Evidence suggests that health discussion and promotion on social media contain high levels of incorrect information [14]. Despite this, internationally there is limited research into the topic or disclosure of professional usage of social media by midwives [15]. Reasons for this are voiced as fear of professional retribution or uncertainty of what to say [15,16,17]. However, small studies have begun to emerge within maternity services demonstrating positive effects for both women and midwives when using social media and that it can be used as a supportive community and platform for knowledge sharing [15, 18].

In 2020, 3.6 billion people used social media globally, with the most popular platform being Facebook with 2.9 billion active users [19]. However, over the past few years the platform Instagram has risen in popularity with the younger generations, to the point where it is now the most popular with people of childbearing age [20]. In 2022, Instagram had a total of one billion active users, 86% of which were under the age of 45 [21]. The platform is largely visual based, with users sharing an image or video with a short caption with which other users around the world to ‘like’ or ‘comment’.

Whilst anyone can have an account, Instagram has facilitated the uprising of ‘Instagram Influencers’ who are a group of popular account holders who use their status and engagement with their followers to market products and achieve celebrity status [22, 23]. The definition of a social media ‘Influencer’ varies, but for this study the definition used was ‘prominent social media users who accumulated a dedicated following by crafting an authentic online persona’ [23]. Within the sphere of public health, concerning connections have already been made between Influencers and the impact on health promotion and eating disorders [24]. However, on a broader level, targeted public health promotions have had some success on Instagram [25, 26], suggesting that with further research there is a potential for positive change. Despite this, there is no research into the role of popular midwives, women or other stakeholders and their influence as ‘influencers’ on women during their childbirth journey.

If social media can strongly influence an individual’s health and their choices, then it could be argued that there is a role for the midwife in steering individuals’ understanding, beliefs and choices around birth. This study aims to analyse how popular, or ‘influencer’ midwives portray birth on the social media platform Instagram.

Methods

This study was an observational mixed methods study using media content analysis to analyse data from Instagram. The primary objective was to analyse how midwives post about birth on the social media platform Instagram. As healthcare systems vary significantly across the world, influences from different systems could be reaching pregnant women via global platforms. Therefore, this study looks to explore how midwives post about birth, with comparisons between the UK, New Zealand, USA and Australia.
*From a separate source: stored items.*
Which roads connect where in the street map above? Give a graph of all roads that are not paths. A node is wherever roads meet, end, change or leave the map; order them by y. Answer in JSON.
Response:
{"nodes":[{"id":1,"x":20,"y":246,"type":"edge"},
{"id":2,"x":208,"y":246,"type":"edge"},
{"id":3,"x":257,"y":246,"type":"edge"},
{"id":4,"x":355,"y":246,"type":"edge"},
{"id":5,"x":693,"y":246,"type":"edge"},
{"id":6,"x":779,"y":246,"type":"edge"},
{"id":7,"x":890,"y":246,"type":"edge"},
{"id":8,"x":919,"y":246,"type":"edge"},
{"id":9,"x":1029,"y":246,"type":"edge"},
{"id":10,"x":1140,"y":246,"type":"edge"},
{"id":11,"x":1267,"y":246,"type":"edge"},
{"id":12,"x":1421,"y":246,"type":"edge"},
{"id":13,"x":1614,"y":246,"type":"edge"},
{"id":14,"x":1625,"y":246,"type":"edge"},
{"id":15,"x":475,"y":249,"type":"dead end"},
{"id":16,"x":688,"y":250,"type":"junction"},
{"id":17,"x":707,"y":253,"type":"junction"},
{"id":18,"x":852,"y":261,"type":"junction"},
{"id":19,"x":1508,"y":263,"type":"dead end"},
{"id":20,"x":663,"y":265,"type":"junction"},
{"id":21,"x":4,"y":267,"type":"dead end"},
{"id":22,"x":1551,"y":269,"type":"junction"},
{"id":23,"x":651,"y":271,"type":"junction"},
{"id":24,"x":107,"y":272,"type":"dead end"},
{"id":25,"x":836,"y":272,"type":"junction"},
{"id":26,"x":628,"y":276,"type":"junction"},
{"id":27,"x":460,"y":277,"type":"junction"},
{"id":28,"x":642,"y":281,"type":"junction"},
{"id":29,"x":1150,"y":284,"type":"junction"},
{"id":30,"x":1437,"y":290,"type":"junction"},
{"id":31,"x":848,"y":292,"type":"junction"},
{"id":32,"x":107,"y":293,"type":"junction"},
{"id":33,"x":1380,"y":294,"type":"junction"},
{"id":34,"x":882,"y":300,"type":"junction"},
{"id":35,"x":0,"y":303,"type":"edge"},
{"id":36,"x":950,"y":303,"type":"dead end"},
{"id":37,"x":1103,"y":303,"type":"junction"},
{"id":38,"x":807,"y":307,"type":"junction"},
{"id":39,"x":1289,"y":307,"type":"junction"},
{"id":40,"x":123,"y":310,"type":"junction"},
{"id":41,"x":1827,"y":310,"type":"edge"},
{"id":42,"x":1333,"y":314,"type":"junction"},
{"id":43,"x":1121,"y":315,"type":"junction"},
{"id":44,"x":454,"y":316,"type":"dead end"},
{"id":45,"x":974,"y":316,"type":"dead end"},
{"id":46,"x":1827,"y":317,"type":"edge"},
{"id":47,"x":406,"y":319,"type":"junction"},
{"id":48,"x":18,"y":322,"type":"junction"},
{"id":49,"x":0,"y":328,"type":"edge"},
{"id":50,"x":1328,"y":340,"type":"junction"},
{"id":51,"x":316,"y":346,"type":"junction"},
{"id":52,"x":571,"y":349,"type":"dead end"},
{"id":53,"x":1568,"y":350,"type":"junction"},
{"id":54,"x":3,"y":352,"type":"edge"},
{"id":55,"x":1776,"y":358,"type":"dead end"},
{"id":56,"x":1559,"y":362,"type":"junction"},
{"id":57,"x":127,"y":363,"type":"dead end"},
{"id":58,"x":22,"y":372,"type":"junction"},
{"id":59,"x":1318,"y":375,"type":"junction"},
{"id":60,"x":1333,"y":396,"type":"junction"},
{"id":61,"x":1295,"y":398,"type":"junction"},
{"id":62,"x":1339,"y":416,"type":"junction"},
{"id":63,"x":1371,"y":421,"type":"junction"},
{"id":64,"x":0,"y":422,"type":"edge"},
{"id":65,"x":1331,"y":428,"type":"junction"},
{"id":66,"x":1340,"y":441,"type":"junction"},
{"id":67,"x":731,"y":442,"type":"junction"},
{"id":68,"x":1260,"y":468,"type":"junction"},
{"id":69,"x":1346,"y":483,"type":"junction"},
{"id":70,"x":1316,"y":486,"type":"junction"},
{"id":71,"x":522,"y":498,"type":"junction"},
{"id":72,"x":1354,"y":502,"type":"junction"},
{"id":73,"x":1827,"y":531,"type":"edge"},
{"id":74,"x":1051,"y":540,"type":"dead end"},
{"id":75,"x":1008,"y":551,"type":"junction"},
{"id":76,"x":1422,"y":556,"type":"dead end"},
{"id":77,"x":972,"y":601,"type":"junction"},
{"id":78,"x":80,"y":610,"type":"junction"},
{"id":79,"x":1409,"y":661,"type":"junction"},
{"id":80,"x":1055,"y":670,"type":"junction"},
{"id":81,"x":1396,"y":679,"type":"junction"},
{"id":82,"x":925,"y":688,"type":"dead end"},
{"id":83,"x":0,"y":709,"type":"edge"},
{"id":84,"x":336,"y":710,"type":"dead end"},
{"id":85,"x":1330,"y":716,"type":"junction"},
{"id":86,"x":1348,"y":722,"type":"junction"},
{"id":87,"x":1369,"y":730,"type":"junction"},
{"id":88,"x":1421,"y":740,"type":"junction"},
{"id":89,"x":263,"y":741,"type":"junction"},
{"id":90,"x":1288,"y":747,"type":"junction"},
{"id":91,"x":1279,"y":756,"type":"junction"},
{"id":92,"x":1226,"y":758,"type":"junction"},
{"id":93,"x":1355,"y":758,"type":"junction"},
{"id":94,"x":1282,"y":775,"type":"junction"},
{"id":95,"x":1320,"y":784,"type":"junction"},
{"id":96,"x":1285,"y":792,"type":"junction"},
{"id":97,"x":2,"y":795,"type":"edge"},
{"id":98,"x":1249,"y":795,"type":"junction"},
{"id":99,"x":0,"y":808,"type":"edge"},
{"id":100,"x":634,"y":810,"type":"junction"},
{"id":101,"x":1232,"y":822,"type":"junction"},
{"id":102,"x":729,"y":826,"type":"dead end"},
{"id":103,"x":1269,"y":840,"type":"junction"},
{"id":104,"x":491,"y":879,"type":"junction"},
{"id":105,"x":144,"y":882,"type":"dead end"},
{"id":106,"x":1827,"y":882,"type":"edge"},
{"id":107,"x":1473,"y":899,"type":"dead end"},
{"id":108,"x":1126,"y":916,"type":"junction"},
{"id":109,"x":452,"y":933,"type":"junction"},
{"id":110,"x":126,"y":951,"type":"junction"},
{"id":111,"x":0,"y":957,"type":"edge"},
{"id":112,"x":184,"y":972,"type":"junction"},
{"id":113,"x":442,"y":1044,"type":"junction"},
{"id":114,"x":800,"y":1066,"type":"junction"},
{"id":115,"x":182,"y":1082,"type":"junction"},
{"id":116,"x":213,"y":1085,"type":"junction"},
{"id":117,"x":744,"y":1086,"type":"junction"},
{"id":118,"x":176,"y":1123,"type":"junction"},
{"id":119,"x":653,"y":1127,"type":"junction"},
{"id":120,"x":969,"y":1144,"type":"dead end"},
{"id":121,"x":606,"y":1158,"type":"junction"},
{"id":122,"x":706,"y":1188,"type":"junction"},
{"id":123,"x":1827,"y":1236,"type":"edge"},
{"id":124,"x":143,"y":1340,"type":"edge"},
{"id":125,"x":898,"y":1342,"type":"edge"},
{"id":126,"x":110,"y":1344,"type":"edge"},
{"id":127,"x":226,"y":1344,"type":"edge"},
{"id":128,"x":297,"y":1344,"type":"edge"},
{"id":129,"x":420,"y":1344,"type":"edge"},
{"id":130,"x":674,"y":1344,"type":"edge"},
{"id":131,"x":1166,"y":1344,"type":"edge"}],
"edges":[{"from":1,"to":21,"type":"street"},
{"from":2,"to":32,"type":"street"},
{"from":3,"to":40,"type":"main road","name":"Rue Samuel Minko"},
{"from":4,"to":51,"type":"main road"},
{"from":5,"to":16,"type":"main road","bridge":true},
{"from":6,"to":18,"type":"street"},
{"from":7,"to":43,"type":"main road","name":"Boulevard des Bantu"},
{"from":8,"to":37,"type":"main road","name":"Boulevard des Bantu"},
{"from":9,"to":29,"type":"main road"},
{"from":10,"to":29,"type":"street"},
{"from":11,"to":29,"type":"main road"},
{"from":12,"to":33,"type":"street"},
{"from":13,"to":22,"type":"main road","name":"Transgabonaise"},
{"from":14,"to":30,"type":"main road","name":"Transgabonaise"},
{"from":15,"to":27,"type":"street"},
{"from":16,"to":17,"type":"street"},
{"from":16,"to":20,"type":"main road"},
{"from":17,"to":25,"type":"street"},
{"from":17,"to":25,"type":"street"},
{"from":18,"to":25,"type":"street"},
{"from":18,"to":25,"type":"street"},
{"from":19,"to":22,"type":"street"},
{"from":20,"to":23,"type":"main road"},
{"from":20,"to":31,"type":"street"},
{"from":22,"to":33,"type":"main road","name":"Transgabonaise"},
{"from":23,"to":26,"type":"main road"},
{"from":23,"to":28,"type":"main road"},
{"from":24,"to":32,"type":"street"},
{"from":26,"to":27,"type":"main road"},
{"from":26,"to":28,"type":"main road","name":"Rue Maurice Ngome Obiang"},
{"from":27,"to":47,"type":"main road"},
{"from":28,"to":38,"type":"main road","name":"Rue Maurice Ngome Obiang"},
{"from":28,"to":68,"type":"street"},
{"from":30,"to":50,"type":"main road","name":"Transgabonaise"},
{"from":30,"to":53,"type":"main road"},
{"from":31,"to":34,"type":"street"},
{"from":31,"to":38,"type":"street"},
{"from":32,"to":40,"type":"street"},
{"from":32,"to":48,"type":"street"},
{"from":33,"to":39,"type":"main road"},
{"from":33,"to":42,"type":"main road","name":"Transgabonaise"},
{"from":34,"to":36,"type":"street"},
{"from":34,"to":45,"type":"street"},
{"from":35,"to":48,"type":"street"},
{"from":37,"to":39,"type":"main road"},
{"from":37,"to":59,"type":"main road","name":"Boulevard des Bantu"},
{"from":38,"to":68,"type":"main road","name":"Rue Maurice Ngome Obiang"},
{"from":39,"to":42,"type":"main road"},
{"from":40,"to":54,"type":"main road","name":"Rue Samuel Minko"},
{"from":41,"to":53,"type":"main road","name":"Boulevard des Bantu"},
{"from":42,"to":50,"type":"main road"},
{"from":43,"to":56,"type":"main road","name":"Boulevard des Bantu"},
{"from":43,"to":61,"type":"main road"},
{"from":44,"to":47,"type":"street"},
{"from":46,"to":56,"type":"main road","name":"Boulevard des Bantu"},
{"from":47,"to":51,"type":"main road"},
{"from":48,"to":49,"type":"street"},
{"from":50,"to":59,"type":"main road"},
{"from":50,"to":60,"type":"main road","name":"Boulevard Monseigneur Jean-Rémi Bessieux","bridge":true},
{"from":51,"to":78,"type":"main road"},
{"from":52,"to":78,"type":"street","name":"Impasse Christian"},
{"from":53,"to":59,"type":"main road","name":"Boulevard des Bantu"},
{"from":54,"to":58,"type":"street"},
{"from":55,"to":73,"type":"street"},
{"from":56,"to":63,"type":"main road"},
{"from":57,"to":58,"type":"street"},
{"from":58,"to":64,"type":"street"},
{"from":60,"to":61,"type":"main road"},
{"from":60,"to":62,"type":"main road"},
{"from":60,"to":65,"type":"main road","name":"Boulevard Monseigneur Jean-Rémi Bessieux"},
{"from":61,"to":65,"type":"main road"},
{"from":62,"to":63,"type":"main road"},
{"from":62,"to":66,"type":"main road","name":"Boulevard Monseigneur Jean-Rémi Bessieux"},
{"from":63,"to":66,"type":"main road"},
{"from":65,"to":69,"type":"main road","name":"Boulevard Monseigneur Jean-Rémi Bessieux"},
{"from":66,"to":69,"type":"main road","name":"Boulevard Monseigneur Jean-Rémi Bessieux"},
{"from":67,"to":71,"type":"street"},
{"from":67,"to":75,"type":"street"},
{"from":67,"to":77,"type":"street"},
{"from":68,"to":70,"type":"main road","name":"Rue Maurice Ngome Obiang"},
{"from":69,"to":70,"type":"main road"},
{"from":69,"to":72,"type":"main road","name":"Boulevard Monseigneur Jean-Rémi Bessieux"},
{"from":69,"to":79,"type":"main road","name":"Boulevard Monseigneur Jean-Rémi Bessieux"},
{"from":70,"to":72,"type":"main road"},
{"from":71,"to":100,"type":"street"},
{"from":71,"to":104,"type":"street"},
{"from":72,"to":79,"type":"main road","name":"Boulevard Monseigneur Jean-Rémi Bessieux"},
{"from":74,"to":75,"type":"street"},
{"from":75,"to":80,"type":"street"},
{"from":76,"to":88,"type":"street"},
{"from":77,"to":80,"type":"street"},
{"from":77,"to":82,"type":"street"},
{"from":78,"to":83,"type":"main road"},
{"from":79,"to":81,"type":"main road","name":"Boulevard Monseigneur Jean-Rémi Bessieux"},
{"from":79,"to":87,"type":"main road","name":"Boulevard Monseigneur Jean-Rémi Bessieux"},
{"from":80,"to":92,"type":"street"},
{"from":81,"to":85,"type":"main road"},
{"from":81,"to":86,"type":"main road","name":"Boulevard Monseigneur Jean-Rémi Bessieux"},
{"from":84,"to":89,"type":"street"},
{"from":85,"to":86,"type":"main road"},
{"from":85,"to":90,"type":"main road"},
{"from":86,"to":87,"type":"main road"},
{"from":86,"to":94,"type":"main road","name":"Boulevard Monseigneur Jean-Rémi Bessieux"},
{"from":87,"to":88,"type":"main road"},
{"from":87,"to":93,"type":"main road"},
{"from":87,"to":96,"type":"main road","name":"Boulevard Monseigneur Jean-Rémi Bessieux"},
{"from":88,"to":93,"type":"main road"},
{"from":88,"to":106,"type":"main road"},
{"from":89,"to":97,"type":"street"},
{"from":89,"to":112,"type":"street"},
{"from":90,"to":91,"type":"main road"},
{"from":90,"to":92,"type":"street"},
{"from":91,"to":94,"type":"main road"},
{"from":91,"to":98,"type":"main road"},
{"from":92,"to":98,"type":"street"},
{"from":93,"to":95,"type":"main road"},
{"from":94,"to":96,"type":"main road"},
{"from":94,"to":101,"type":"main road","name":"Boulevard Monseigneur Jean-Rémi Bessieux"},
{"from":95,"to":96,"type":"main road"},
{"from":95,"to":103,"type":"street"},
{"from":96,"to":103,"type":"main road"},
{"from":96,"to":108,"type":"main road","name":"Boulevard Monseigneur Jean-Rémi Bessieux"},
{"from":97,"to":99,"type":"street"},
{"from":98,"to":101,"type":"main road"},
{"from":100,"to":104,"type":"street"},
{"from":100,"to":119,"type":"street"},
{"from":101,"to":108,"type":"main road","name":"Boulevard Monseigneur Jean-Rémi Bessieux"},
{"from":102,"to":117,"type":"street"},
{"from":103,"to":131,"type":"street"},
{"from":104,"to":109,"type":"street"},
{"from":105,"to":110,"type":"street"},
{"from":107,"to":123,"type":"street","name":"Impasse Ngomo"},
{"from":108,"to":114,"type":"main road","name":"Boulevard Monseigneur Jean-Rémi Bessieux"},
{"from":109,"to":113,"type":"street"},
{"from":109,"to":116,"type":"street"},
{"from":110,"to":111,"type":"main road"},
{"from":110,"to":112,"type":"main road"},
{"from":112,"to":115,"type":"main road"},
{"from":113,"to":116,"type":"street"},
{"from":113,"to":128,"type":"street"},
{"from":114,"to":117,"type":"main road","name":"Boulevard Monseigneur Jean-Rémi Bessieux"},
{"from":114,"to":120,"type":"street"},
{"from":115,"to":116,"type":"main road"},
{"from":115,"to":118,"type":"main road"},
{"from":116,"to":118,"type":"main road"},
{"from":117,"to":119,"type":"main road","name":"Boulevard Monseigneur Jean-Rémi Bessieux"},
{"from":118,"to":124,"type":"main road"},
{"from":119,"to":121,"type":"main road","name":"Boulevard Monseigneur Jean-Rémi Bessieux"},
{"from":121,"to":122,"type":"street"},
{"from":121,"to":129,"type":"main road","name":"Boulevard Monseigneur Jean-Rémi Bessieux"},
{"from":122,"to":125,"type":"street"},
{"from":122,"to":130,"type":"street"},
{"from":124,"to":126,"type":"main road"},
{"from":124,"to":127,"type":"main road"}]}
The study used media content analysis, a method frequently used within media and communication studies [27]. Health researchers may be more familiar with content analysis as a qualitative data analysis tool as opposed to research method [28, 29]. However, within the field of media it is a fundamental method used to ‘analyse data within a specific context in view of the meanings someone – a group or a culture – attributes to them’ [27]. Content analysis is beginning to emerge as an interdisciplinary method, and was found as the method most common used when exploring the use of other social medias within health research [30]. Media content analysis is a sub-set of content analysis, and is most popularly used because of its flexibility, ability to include both qualitative and quantitative data and robust theoretical underpinning to understanding themes and concepts [31, 32]. First introduced in 1927 by Harold Lasswell as an systematic method for analysing mass media in the context of propaganda [33], it is now an established and popular method of analysing dynamic media data [34]. Considering the contemporary, innovative nature of this research, this method lends itself to both the fields of health and media used within this study.

Ethics

Prior to commencement of this study, ethics approval was achieved through Bournemouth University Ethics Committee.

Social media content is already freely available for use within the public domain, however consideration was taken to anonymise Instagram account information as best practice.

Account selection

In consideration of the concept of ‘Instagram influencers’ [22, 23], a strategy was created to identify ‘popular’ midwifery accounts. This would enable further understanding of the information and content from accounts that childbearing women are most likely to be exposed to. Accounts from the professional bodies within each country were considered, however their follower count significantly lower than some midwives’ and therefore their reach considered less. As well as this, their accounts may be supported by Communications teams or advisors, and therefore their posts not made by midwives exclusively. Therefore, popular midwives, or ‘midwifery influencers’ were chosen. Five Instagram accounts of midwives were chosen from four countries: United Kingdom (UK), Australia (Aus), New Zealand (NZ) and the United States of America (USA). These countries were chosen as a group of high-income westernised, English-speaking countries with different healthcare cultures.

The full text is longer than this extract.